INPUT FOR THIS TASK
########################################

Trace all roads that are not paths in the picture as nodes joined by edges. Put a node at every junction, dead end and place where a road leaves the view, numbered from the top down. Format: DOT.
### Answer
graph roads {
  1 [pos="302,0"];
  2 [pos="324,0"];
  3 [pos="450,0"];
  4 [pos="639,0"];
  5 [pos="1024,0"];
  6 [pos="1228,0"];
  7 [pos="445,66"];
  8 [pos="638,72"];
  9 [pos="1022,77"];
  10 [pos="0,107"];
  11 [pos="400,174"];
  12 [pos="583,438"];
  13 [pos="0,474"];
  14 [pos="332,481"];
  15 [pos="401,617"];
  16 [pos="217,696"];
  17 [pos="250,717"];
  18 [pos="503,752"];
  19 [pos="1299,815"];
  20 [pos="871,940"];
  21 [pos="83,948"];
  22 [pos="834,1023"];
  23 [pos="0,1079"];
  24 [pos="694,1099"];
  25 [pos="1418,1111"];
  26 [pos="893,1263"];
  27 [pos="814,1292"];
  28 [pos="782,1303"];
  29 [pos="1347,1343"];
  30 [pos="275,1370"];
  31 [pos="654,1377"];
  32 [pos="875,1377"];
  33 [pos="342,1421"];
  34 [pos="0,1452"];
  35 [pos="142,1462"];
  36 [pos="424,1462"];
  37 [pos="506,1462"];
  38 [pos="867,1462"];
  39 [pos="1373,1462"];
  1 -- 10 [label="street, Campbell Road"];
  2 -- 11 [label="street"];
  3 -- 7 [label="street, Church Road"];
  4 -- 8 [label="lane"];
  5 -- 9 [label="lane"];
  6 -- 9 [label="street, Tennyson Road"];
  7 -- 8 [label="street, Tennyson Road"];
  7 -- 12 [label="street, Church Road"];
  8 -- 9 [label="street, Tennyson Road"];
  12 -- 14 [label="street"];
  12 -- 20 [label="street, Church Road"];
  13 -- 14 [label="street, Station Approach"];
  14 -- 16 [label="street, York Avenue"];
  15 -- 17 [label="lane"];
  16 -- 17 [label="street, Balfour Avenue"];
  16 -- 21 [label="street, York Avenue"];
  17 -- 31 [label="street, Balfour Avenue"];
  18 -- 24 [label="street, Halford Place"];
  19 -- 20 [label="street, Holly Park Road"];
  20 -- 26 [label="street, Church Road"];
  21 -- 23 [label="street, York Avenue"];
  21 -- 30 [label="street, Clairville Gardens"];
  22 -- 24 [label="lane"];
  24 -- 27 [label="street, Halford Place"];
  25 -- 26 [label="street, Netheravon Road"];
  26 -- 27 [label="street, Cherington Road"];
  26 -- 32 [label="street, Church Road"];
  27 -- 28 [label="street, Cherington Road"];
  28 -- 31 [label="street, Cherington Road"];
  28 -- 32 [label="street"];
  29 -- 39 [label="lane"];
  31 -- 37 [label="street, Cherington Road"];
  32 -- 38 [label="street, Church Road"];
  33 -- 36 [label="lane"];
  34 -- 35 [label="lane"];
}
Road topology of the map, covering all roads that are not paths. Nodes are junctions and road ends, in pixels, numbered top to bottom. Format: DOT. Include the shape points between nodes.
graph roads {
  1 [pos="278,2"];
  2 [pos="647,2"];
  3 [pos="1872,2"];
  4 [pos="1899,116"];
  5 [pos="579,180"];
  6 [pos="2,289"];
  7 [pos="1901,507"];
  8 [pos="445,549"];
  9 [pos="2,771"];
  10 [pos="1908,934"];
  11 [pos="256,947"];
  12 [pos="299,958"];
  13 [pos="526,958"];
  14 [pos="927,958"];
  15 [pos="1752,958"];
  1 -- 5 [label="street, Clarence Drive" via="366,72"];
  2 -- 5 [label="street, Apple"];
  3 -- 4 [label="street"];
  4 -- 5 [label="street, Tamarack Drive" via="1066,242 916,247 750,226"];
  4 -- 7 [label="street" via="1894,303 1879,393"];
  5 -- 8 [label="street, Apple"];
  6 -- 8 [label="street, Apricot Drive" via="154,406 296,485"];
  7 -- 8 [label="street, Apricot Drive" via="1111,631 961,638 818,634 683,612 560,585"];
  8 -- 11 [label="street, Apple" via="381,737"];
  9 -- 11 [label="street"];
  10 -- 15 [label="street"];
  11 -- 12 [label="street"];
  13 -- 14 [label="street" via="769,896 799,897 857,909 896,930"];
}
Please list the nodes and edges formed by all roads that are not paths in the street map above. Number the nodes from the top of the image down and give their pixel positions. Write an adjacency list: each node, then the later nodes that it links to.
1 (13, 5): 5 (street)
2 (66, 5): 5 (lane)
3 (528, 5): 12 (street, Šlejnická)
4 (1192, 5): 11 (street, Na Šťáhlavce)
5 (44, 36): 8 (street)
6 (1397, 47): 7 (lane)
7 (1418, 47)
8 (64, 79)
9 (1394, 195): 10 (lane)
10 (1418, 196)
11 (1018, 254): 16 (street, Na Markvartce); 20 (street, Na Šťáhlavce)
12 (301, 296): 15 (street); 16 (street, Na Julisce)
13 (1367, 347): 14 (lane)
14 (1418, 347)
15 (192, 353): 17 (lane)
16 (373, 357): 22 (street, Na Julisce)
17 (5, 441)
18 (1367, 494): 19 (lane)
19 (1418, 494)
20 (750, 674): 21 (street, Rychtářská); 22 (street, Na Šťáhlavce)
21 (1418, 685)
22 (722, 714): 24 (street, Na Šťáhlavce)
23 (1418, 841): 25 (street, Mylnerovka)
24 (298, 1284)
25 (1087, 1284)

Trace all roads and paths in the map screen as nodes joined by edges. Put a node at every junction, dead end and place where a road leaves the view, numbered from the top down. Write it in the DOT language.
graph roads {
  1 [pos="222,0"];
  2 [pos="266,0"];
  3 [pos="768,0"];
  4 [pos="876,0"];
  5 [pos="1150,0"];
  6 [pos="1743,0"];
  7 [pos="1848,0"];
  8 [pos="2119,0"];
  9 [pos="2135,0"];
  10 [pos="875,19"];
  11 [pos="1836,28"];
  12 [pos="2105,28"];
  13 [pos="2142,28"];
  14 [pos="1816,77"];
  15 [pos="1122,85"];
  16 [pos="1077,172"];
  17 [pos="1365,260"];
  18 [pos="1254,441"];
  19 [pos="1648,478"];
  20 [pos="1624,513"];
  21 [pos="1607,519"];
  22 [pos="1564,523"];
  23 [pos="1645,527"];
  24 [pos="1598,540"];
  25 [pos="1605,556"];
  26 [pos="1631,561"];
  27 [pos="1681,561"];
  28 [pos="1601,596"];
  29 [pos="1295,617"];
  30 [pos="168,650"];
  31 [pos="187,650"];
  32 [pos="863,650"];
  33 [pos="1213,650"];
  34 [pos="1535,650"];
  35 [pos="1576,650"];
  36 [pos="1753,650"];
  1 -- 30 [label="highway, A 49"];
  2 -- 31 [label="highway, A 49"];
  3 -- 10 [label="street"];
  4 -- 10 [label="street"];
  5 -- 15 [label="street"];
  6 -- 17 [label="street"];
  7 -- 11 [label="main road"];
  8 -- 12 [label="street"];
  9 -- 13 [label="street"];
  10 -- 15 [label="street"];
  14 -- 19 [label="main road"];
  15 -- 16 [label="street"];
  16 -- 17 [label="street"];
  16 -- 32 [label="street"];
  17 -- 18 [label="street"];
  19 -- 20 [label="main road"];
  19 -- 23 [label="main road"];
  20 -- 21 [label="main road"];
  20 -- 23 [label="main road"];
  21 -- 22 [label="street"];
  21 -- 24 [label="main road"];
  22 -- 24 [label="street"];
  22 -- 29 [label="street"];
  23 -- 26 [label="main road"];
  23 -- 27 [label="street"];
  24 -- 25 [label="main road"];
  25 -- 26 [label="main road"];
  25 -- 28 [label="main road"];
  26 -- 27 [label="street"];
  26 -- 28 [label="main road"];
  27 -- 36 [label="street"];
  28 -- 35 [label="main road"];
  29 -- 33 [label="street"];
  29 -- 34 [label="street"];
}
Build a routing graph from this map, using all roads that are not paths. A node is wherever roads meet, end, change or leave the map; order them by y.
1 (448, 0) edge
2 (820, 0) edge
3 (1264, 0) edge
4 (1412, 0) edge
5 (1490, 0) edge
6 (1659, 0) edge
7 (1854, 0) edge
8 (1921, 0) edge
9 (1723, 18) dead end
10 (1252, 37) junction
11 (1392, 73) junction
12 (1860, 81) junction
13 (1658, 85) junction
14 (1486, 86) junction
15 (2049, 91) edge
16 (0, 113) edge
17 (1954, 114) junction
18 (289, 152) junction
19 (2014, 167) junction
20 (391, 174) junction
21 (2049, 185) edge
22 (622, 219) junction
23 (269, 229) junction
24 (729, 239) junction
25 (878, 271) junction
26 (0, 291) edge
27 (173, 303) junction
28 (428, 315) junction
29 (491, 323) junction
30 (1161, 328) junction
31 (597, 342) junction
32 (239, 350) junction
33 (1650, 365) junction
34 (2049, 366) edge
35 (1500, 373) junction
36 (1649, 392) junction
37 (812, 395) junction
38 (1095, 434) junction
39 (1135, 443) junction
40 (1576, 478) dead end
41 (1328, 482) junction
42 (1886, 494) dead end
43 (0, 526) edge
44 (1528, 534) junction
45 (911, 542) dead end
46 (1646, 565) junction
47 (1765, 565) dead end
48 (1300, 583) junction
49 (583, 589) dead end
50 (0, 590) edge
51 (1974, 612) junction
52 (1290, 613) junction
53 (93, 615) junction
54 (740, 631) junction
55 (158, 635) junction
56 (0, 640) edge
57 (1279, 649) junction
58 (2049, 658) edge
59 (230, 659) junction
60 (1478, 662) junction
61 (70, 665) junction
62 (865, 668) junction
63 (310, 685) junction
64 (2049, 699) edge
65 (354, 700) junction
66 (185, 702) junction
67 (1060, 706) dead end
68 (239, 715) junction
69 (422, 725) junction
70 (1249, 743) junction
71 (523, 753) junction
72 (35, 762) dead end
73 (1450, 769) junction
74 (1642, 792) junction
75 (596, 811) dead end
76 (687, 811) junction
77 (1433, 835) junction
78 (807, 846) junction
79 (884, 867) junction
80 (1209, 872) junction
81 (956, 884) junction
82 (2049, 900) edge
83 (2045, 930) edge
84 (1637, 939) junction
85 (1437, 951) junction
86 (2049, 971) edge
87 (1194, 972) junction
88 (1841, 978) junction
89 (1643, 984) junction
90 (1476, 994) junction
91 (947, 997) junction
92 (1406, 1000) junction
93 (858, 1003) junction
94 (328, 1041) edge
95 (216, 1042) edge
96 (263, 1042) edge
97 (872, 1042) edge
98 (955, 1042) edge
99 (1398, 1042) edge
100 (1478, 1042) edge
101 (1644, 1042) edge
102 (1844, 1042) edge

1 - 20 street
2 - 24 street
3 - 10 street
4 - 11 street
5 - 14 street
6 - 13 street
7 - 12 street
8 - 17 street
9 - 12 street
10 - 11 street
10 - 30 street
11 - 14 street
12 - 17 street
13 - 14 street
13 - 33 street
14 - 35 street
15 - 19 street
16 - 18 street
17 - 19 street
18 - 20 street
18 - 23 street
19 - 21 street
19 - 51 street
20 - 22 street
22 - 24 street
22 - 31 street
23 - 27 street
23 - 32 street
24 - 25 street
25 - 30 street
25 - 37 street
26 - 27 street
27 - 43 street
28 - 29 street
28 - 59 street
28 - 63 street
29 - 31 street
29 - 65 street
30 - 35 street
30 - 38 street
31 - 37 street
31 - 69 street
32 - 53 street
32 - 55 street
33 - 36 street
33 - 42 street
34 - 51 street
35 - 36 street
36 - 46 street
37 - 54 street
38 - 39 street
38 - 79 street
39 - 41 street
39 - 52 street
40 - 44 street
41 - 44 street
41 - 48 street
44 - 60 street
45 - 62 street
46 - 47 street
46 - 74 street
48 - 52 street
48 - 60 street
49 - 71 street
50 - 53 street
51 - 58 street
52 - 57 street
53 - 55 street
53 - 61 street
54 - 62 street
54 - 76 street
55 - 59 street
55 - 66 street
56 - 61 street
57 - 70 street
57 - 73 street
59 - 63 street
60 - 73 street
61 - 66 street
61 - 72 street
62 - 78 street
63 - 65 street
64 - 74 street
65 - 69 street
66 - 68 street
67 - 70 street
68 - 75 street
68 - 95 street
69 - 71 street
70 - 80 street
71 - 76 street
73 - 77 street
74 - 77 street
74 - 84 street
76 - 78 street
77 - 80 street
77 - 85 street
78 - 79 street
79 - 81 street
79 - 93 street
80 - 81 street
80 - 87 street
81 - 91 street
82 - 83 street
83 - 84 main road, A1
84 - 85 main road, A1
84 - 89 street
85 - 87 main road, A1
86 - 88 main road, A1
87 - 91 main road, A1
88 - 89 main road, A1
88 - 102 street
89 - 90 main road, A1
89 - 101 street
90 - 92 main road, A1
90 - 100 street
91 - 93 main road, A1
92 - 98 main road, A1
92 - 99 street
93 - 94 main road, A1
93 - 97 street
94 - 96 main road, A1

########################################

WHAT THIS TASK INVOLVES
Note each line of the material holding "that" and copy it out.

TASK RESULT
Trace all roads that are not paths in the picture as nodes joined by edges. Put a node at every junction, dead end and place where a road leaves the view, numbered from the top down. Format: DOT.
Road topology of the map, covering all roads that are not paths. Nodes are junctions and road ends, in pixels, numbered top to bottom. Format: DOT. Include the shape points between nodes.
Please list the nodes and edges formed by all roads that are not paths in the street map above. Number the nodes from the top of the image down and give their pixel positions. Write an adjacency list: each node, then the later nodes that it links to.
Build a routing graph from this map, using all roads that are not paths. A node is wherever roads meet, end, change or leave the map; order them by y.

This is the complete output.